El despacho de bebidas estaba situado en mitad de la calle. Cuando llegué, miré a través del escaparate y me constaté de que casi no había ningún cliente: nada más que el empleado, un portorriqueño que leía una revista en español, y un par de borrachos bebiendo al fondo. Aflojé la tapa de mi cartuchera y entré.
Los tres se volvieron a mirarme. Los borrachos retomaron en seguida su ocupación, pero el empleado me miraba con un aire inexpresivo, como todo el mundo hace cuando mira a un policía.
El lugar estaba climatizado. El sudor se me helaba en la espalda. Me aproximé al mostrador. El portorriqueño estaba descolorido.
—¿Qué se le ofrece, agente?
Desenfundé la pistola y le apunté al estómago.
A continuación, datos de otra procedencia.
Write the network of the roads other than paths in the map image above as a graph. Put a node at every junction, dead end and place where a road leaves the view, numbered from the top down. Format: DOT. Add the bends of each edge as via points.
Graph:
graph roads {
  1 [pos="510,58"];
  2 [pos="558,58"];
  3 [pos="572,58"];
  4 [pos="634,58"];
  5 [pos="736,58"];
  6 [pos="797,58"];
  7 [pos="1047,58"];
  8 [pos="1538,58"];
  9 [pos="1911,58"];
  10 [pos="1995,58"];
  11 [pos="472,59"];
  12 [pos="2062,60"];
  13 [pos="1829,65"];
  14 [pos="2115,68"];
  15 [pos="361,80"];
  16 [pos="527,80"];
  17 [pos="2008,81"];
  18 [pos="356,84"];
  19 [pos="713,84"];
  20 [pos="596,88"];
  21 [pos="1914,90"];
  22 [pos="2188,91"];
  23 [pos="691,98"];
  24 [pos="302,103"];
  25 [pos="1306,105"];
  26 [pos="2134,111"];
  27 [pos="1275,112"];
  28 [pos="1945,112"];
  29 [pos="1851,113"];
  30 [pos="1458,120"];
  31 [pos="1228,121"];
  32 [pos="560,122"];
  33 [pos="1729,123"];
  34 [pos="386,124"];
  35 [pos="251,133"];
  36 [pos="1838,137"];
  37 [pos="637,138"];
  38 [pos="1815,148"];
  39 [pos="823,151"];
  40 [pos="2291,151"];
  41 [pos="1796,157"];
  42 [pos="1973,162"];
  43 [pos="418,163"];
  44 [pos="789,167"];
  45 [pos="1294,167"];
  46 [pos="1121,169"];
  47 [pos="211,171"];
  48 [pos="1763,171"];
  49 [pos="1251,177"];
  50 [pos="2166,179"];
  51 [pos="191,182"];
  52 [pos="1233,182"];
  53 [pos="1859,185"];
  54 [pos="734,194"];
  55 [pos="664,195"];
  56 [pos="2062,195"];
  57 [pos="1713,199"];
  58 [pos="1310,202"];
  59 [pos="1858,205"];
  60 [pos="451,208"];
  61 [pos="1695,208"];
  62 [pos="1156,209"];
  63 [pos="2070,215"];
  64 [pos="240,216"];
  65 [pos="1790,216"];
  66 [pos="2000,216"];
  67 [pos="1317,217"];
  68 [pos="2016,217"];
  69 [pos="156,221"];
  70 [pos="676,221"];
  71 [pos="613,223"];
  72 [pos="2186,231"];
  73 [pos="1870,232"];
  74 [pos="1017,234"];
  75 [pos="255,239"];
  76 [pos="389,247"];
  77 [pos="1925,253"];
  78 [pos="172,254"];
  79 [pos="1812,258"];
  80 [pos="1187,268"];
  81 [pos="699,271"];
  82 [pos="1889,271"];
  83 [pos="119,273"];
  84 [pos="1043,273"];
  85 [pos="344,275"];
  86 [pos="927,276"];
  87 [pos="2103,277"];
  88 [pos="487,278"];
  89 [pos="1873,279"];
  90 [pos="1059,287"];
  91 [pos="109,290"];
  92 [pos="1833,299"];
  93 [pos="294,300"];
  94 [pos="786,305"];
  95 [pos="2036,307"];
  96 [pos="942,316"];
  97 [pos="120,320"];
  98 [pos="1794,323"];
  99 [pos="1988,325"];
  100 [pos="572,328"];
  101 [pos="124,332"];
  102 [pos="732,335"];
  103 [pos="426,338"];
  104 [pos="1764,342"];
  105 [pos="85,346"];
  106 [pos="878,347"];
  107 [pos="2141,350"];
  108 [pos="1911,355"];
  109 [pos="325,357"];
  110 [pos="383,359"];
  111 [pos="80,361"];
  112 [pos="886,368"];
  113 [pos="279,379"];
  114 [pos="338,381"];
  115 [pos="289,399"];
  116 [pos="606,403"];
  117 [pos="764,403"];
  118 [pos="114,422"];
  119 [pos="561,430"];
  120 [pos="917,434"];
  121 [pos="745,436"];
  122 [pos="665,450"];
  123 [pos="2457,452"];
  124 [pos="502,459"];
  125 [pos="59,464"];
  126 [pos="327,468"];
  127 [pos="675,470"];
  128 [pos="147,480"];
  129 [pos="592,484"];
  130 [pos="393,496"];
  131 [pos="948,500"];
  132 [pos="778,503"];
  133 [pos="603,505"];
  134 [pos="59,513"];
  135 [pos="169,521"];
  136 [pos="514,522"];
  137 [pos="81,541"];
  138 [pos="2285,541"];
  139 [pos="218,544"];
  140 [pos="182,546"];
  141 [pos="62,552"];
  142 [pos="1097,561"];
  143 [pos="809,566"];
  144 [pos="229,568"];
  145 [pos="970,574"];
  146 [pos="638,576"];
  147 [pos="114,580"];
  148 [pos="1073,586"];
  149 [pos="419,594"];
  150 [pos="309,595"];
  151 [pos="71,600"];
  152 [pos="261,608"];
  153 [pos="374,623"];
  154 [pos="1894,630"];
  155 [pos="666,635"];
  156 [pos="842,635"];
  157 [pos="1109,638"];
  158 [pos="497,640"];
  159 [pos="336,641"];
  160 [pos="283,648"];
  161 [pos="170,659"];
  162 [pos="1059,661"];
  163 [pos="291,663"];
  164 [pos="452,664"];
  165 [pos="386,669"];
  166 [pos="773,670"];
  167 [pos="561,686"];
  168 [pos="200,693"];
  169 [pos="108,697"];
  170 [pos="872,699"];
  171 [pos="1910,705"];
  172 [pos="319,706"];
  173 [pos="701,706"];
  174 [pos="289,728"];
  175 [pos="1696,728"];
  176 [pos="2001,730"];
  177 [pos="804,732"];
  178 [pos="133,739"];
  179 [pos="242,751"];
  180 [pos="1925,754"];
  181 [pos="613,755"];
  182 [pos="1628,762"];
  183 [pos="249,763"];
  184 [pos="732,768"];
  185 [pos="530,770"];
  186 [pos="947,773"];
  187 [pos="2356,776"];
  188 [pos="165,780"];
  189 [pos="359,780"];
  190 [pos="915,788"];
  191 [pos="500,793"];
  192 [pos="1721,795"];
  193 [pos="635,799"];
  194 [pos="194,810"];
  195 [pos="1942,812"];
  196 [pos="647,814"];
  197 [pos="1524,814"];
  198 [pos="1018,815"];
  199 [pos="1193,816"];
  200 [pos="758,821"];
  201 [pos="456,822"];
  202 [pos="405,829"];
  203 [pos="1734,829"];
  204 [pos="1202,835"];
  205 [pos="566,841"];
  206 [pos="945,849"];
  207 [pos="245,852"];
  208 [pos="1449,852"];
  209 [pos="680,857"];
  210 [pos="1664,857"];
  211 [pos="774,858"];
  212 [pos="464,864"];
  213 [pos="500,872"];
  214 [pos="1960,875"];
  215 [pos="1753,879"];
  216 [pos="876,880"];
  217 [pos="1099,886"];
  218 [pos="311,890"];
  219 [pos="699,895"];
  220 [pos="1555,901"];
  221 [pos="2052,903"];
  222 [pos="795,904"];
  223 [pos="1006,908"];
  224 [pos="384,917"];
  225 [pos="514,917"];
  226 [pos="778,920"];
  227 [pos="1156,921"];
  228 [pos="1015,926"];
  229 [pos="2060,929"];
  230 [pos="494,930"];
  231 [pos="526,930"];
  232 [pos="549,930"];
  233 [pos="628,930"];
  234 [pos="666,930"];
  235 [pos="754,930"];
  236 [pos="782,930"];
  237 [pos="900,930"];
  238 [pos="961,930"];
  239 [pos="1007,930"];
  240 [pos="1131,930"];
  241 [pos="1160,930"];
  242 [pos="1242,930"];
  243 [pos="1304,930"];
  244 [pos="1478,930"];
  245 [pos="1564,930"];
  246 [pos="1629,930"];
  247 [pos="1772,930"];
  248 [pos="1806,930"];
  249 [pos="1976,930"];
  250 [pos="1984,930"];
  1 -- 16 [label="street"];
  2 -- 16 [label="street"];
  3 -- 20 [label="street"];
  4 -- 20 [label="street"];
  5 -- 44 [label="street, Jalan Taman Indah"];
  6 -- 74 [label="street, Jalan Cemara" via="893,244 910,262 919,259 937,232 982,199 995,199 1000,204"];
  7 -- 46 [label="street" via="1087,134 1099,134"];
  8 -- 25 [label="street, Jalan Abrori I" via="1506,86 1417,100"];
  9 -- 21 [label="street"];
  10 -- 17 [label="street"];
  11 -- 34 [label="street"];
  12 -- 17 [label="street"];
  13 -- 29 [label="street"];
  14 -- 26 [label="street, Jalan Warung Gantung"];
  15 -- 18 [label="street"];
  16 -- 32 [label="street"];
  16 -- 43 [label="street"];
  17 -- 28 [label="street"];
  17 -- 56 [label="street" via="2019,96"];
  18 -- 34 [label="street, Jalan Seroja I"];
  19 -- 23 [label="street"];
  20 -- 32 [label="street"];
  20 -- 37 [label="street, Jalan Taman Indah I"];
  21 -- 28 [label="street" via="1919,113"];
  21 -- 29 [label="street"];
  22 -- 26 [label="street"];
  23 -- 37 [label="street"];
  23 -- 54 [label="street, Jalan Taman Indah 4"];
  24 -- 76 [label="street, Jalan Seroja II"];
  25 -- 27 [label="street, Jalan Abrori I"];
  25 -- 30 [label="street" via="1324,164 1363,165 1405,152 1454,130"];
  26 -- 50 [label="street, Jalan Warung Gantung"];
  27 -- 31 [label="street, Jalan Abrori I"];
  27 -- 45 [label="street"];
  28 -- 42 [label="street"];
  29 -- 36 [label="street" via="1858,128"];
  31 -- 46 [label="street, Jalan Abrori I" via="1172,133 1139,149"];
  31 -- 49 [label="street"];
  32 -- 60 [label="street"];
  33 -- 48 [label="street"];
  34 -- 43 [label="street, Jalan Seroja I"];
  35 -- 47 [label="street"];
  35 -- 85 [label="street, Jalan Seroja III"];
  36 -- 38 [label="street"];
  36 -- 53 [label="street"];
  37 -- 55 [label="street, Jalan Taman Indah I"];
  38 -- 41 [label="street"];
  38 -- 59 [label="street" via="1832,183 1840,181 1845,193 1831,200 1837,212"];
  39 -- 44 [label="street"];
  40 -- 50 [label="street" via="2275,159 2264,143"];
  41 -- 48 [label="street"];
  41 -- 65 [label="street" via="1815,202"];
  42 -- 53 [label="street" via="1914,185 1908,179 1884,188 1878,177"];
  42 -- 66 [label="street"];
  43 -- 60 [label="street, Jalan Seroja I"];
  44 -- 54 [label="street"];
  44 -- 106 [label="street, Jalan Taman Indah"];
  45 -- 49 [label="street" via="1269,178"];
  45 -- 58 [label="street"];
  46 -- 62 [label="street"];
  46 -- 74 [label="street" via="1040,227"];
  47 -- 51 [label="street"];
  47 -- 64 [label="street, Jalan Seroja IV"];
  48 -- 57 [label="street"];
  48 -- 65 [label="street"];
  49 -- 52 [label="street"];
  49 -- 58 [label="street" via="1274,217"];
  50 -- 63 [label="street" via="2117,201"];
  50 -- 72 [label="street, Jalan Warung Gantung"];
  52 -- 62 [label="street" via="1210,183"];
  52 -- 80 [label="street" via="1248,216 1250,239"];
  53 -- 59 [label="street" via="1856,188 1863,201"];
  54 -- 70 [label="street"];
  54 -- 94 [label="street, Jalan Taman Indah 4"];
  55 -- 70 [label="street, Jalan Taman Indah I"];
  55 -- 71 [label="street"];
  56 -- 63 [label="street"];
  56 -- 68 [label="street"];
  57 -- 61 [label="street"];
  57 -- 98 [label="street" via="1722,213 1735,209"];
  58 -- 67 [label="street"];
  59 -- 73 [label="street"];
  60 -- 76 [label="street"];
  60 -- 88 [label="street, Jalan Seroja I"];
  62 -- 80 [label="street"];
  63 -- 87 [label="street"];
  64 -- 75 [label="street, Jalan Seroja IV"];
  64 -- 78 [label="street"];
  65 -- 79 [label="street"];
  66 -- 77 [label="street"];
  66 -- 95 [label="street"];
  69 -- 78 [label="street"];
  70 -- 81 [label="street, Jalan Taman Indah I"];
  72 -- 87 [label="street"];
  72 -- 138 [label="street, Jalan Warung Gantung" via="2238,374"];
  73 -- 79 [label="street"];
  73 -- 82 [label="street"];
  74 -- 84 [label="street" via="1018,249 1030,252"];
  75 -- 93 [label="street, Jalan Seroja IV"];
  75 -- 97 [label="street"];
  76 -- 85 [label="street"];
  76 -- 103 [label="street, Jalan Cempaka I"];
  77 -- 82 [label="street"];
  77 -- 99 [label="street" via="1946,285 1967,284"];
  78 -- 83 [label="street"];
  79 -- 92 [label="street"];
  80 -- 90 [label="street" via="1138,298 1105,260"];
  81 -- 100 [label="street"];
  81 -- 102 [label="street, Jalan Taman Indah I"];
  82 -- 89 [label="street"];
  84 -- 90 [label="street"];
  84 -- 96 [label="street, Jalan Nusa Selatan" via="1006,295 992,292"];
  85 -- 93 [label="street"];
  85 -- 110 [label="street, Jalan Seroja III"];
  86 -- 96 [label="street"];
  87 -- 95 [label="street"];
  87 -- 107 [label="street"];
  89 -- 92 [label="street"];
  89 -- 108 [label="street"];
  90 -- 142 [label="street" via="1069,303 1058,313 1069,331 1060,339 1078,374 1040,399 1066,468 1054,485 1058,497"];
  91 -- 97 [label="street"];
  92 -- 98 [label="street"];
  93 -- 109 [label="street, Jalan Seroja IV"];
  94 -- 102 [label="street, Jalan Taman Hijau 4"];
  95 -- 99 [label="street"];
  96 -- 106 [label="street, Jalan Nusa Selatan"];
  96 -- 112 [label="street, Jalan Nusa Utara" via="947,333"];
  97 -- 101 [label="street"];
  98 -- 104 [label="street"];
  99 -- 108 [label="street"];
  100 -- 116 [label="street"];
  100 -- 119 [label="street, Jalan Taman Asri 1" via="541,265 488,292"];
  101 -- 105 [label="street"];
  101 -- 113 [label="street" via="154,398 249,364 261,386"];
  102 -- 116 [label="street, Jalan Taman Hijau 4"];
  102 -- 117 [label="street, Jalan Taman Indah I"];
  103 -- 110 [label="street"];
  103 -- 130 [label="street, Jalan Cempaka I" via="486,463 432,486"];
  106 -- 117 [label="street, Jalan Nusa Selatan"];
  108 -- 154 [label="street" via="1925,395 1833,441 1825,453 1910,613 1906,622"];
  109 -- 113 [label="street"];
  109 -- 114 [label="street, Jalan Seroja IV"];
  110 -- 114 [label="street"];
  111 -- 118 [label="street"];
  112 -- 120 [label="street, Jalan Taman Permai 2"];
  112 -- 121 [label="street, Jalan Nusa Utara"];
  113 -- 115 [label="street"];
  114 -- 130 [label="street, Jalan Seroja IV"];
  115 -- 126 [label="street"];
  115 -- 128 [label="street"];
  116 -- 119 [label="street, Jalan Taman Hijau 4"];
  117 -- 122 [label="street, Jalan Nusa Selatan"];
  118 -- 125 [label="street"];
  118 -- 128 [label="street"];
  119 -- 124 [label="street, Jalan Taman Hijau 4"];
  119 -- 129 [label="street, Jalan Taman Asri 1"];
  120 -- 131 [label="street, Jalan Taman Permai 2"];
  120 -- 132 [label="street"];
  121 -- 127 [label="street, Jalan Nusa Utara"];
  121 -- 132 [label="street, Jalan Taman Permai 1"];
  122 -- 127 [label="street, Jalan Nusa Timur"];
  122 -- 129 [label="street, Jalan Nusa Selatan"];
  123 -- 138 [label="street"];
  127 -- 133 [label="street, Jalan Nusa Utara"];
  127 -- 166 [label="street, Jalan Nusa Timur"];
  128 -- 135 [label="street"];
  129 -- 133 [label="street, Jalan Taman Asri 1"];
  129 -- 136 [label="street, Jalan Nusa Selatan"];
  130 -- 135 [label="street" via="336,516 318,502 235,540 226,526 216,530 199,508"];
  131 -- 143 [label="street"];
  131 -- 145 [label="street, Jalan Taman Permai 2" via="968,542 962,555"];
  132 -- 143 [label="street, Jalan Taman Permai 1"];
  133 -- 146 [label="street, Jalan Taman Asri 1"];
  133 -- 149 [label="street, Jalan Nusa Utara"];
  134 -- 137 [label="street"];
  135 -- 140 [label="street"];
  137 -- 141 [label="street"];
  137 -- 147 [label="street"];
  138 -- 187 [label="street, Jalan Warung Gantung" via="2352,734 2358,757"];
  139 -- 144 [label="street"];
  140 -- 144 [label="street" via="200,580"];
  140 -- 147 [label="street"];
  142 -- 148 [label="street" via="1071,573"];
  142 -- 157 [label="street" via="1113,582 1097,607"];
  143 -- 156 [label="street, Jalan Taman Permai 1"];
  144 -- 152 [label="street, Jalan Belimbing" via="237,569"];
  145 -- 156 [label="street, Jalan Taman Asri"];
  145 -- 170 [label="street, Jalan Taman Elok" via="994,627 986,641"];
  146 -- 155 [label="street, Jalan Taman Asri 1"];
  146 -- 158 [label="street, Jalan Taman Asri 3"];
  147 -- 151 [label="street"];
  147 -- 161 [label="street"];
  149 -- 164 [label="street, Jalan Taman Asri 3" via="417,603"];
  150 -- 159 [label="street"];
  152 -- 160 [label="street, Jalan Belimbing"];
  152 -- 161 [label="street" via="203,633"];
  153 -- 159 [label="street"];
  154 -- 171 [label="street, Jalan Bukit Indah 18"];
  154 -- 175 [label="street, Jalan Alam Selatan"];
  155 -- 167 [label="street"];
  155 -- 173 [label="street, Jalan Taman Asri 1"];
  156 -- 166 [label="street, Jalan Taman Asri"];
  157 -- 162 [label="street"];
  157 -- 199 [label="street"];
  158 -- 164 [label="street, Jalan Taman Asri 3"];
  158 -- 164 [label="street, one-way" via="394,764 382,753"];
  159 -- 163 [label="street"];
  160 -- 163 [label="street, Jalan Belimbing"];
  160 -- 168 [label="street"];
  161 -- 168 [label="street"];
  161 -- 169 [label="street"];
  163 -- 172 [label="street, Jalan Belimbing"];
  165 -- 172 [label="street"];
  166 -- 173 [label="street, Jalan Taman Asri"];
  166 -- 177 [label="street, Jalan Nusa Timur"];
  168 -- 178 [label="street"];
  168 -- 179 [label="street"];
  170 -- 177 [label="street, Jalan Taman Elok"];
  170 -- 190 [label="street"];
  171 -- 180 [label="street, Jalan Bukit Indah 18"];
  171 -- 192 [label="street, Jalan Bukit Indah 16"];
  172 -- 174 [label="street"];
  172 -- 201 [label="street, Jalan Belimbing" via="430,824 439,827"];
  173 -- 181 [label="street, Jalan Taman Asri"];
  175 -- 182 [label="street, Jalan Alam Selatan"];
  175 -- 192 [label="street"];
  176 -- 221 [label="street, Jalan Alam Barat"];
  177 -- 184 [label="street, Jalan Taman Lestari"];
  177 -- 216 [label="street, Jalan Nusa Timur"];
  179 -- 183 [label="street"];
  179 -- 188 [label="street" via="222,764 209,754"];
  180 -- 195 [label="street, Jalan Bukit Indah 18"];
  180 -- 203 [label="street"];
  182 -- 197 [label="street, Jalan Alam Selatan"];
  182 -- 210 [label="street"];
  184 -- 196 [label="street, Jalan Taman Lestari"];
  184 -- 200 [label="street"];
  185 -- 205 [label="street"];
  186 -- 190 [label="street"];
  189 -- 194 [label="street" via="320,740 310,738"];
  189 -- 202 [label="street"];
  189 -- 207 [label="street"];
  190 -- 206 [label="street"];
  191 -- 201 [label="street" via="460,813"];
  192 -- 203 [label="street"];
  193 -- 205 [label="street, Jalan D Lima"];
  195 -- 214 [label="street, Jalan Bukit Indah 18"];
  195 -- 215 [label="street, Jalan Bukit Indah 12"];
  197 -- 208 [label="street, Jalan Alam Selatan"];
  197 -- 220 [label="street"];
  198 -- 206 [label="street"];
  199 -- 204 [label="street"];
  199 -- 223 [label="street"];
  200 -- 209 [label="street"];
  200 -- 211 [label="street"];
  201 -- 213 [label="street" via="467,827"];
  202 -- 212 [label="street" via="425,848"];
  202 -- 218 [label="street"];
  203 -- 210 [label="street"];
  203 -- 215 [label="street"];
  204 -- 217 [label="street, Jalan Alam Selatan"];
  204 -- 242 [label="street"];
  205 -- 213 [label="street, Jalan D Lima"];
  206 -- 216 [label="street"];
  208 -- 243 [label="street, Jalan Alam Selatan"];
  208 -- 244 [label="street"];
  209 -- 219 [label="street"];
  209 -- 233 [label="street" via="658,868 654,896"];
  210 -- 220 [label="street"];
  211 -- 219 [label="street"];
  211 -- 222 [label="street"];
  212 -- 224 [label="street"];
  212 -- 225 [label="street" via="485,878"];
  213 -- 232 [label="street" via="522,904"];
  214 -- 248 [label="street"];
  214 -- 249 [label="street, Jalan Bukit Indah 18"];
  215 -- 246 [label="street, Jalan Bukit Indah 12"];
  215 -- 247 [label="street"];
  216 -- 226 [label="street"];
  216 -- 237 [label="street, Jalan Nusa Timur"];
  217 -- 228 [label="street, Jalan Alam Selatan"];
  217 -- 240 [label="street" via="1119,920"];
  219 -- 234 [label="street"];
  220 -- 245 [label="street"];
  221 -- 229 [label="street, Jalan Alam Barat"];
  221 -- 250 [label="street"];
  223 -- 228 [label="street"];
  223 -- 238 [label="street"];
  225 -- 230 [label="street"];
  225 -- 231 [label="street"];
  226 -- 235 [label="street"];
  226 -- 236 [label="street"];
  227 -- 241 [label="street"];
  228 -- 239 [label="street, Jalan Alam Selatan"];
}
—Dame todo lo que tengas en la caja.
Le observaba. Durante uno o dos segundos su expresión parecía transpuesta, petrificada por el choque. Luego se produjo el cambio de identidades, ya no era un policía, sino un ladrón.
—Sí, señor —dijo apresuradamente, volviéndose a la caja registradora.
El hombre no era más que un empleado, no era su dinero.
Al fondo, los borrachos estaban paralizados, de pie como un par de estatuas de cera, sosteniendo cada uno en la mano una botella de vermouth. Se miraban entre sí, los veía de perfil, pero parecía que no veían nada.
El portorriqueño sacaba montones de billetes de la caja que depositaba sobre el mostrador. Con la mano izquierda tomé el primer montón y lo metí en el bolsillo del pantalón, luego cambié la pistola de mano y guardé el resto con la derecha. Los billetes de cinco dólares en el bolsillo del pantalón, los de diez y de veinte en el de la camisa.
El portorriqueño dejó la caja abierta y se quedó mirándome con las manos a los lados. Guardé mi pistola dejando la cartuchera abierta, di media vuelta y me dirigí a la puerta.
Podía verlos con el reflejo del escaparate. El portorriqueño no me movía. Al fondo los borrachos me miraban. Uno de ellos hizo un gesto vago, el otro sacudía la cabeza y las botellas, pero ninguno avanzaba.
Una vez fuera, cerré la cartuchera. Di la vuelta a la esquina, subí al vehículo y me alejé.